**Your objective:**
A faithful transcript of all the lines below, with no pictures, is the goal here.

**Listed entries:**
━━━━━━━━━━

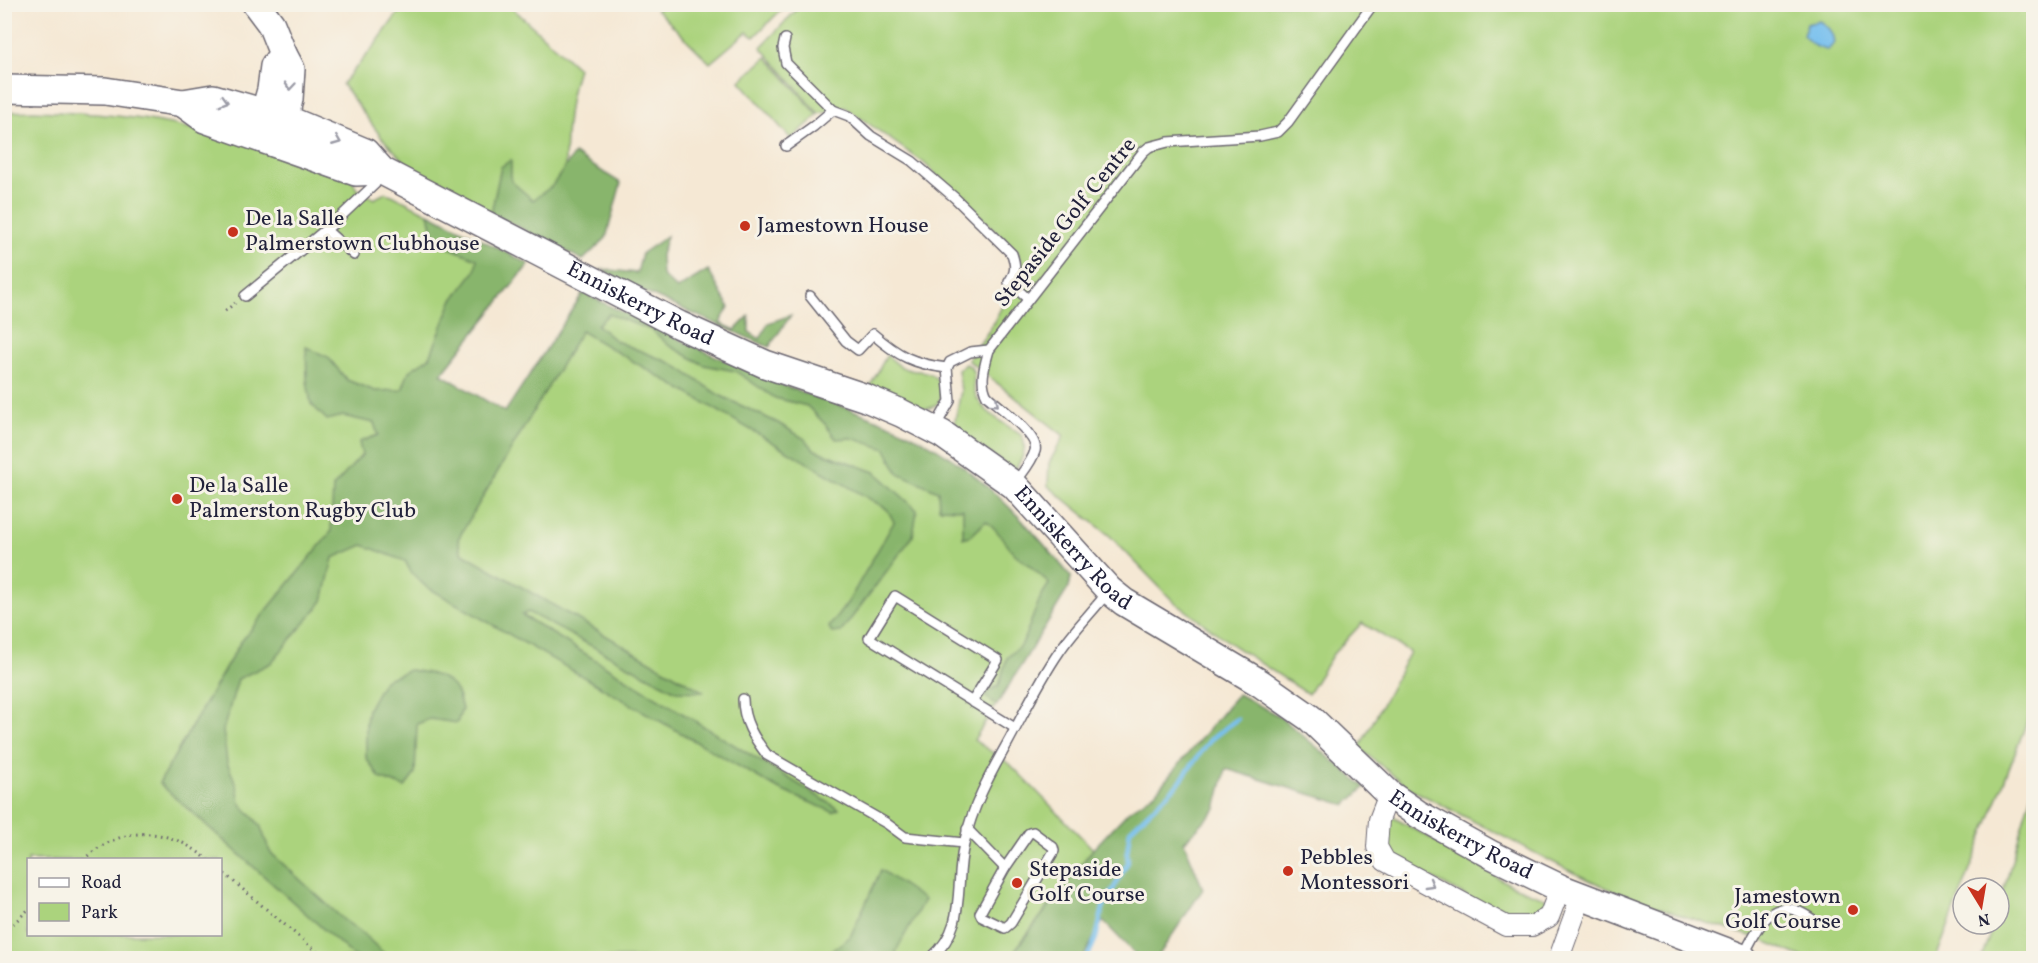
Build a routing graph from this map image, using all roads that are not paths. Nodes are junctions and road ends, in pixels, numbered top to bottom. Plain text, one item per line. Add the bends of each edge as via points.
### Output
1 (256, 4) edge
2 (1373, 4) edge
3 (785, 39) dead end
4 (4, 89) edge
5 (833, 110) junction
6 (272, 129) junction
7 (786, 146) dead end
8 (382, 171) junction
9 (326, 230) junction
10 (354, 255) dead end
11 (245, 296) dead end
12 (810, 296) dead end
13 (1028, 299) junction
14 (989, 350) junction
15 (947, 368) junction
16 (933, 430) junction
17 (1014, 485) junction
18 (1109, 590) junction
19 (743, 699) dead end
20 (972, 702) junction
21 (1015, 728) junction
22 (1389, 794) junction
23 (967, 829) junction
24 (964, 843) junction
25 (1005, 868) junction
26 (1570, 893) junction
27 (1812, 919) dead end
28 (931, 958) edge
29 (1559, 958) edge
30 (1743, 958) edge

1 - 6 main road via 271,24 291,69
2 - 13 lane, Stepaside Golf Centre via 1278,132 1168,142 1143,152
3 - 5 lane via 786,63
4 - 6 main road, Enniskerry Road via 105,91 183,103 205,119
5 - 7 lane
5 - 13 lane via 849,116 912,161 955,198 1012,254 1016,265 1009,282
6 - 8 main road, Enniskerry Road via 356,172
8 - 9 lane via 375,184
8 - 16 main road, Enniskerry Road via 679,325 765,364 866,398
9 - 10 lane
9 - 11 lane
12 - 15 lane via 858,350 873,334 893,351
13 - 14 lane, Stepaside Golf Centre
14 - 15 lane via 958,357
14 -> 17 lane via 984,368 987,396 1036,445
15 - 16 lane via 950,401
16 - 17 main road, Enniskerry Road
17 - 18 main road, Enniskerry Road
18 - 21 lane via 1060,651
18 - 22 main road, Enniskerry Road via 1310,718
19 - 24 lane via 743,713 767,755 905,837
20 - 20 lane via 869,638 895,596 998,660
20 - 21 lane
21 - 23 lane via 982,787
22 - 26 main road, Enniskerry Road via 1492,855
22 -> 26 street via 1379,820 1377,847 1385,861 1506,926 1532,926 1549,917
23 - 24 lane
23 - 25 lane
24 - 28 lane via 953,927 944,948
25 - 25 lane via 1033,832 1053,847 1005,928 980,913
26 - 29 street
26 - 30 main road, Enniskerry Road
27 - 30 lane via 1794,910 1771,913

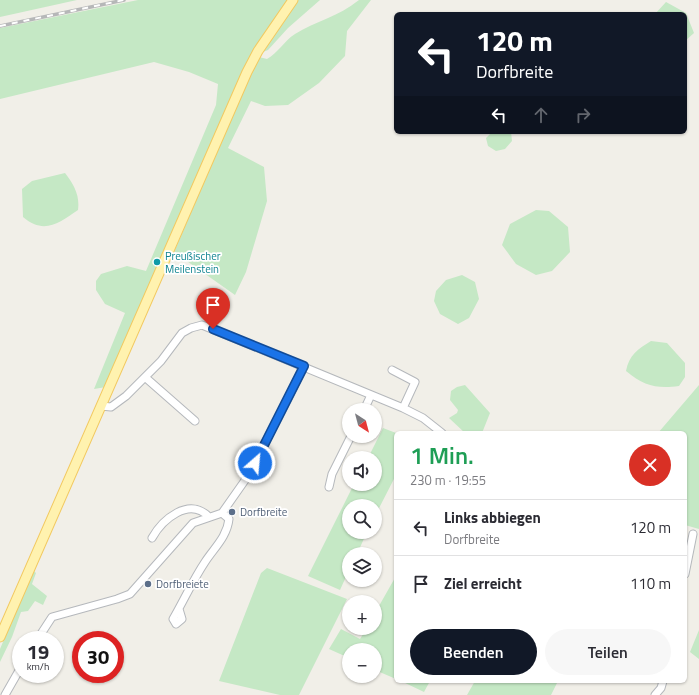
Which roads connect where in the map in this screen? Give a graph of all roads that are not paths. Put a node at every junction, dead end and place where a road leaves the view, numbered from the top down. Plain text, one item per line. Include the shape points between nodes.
1 (293, 0) edge
2 (304, 366) junction
3 (392, 370) dead end
4 (146, 378) junction
5 (371, 395) junction
6 (367, 403) edge
7 (101, 406) junction
8 (403, 408) junction
9 (195, 421) dead end
10 (440, 431) edge
11 (348, 443) edge
12 (329, 488) dead end
13 (222, 513) junction
14 (209, 517) junction
15 (693, 534) dead end
16 (152, 538) dead end
17 (687, 564) edge
18 (178, 610) dead end
19 (43, 631) edge
20 (0, 637) edge
21 (12, 683) edge
22 (662, 683) edge
23 (5, 695) edge
24 (655, 695) edge

1 - 7 main road via 258,51 247,72
2 - 4 street via 202,325 182,333 168,354
2 - 5 street
2 - 13 street via 248,476
3 - 8 street via 415,382
4 - 7 street via 114,405 107,408
4 - 9 street
5 - 6 street
5 - 8 street
7 - 20 main road
8 - 10 street via 424,418
11 - 12 street via 332,474
13 - 14 street
13 - 18 street via 229,519 228,526
14 - 16 street via 197,510 176,512 158,527
14 - 19 street via 193,523 185,530 130,594 52,617
15 - 17 street
21 - 23 street
22 - 24 street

━━━━━━━━━━

**Solution to this problem:**
Build a routing graph from this map image, using all roads that are not paths. Nodes are junctions and road ends, in pixels, numbered top to bottom. Plain text, one item per line. Add the bends of each edge as via points.
### Output
1 (256, 4) edge
2 (1373, 4) edge
3 (785, 39) dead end
4 (4, 89) edge
5 (833, 110) junction
6 (272, 129) junction
7 (786, 146) dead end
8 (382, 171) junction
9 (326, 230) junction
10 (354, 255) dead end
11 (245, 296) dead end
12 (810, 296) dead end
13 (1028, 299) junction
14 (989, 350) junction
15 (947, 368) junction
16 (933, 430) junction
17 (1014, 485) junction
18 (1109, 590) junction
19 (743, 699) dead end
20 (972, 702) junction
21 (1015, 728) junction
22 (1389, 794) junction
23 (967, 829) junction
24 (964, 843) junction
25 (1005, 868) junction
26 (1570, 893) junction
27 (1812, 919) dead end
28 (931, 958) edge
29 (1559, 958) edge
30 (1743, 958) edge

1 - 6 main road via 271,24 291,69
2 - 13 lane, Stepaside Golf Centre via 1278,132 1168,142 1143,152
3 - 5 lane via 786,63
4 - 6 main road, Enniskerry Road via 105,91 183,103 205,119
5 - 7 lane
5 - 13 lane via 849,116 912,161 955,198 1012,254 1016,265 1009,282
6 - 8 main road, Enniskerry Road via 356,172
8 - 9 lane via 375,184
8 - 16 main road, Enniskerry Road via 679,325 765,364 866,398
9 - 10 lane
9 - 11 lane
12 - 15 lane via 858,350 873,334 893,351
13 - 14 lane, Stepaside Golf Centre
14 - 15 lane via 958,357
14 -> 17 lane via 984,368 987,396 1036,445
15 - 16 lane via 950,401
16 - 17 main road, Enniskerry Road
17 - 18 main road, Enniskerry Road
18 - 21 lane via 1060,651
18 - 22 main road, Enniskerry Road via 1310,718
19 - 24 lane via 743,713 767,755 905,837
20 - 20 lane via 869,638 895,596 998,660
20 - 21 lane
21 - 23 lane via 982,787
22 - 26 main road, Enniskerry Road via 1492,855
22 -> 26 street via 1379,820 1377,847 1385,861 1506,926 1532,926 1549,917
23 - 24 lane
23 - 25 lane
24 - 28 lane via 953,927 944,948
25 - 25 lane via 1033,832 1053,847 1005,928 980,913
26 - 29 street
26 - 30 main road, Enniskerry Road
27 - 30 lane via 1794,910 1771,913

Which roads connect where in the map in this screen? Give a graph of all roads that are not paths. Put a node at every junction, dead end and place where a road leaves the view, numbered from the top down. Plain text, one item per line. Include the shape points between nodes.
1 (293, 0) edge
2 (304, 366) junction
3 (392, 370) dead end
4 (146, 378) junction
5 (371, 395) junction
6 (367, 403) edge
7 (101, 406) junction
8 (403, 408) junction
9 (195, 421) dead end
10 (440, 431) edge
11 (348, 443) edge
12 (329, 488) dead end
13 (222, 513) junction
14 (209, 517) junction
15 (693, 534) dead end
16 (152, 538) dead end
17 (687, 564) edge
18 (178, 610) dead end
19 (43, 631) edge
20 (0, 637) edge
21 (12, 683) edge
22 (662, 683) edge
23 (5, 695) edge
24 (655, 695) edge

1 - 7 main road via 258,51 247,72
2 - 4 street via 202,325 182,333 168,354
2 - 5 street
2 - 13 street via 248,476
3 - 8 street via 415,382
4 - 7 street via 114,405 107,408
4 - 9 street
5 - 6 street
5 - 8 street
7 - 20 main road
8 - 10 street via 424,418
11 - 12 street via 332,474
13 - 14 street
13 - 18 street via 229,519 228,526
14 - 16 street via 197,510 176,512 158,527
14 - 19 street via 193,523 185,530 130,594 52,617
15 - 17 street
21 - 23 street
22 - 24 street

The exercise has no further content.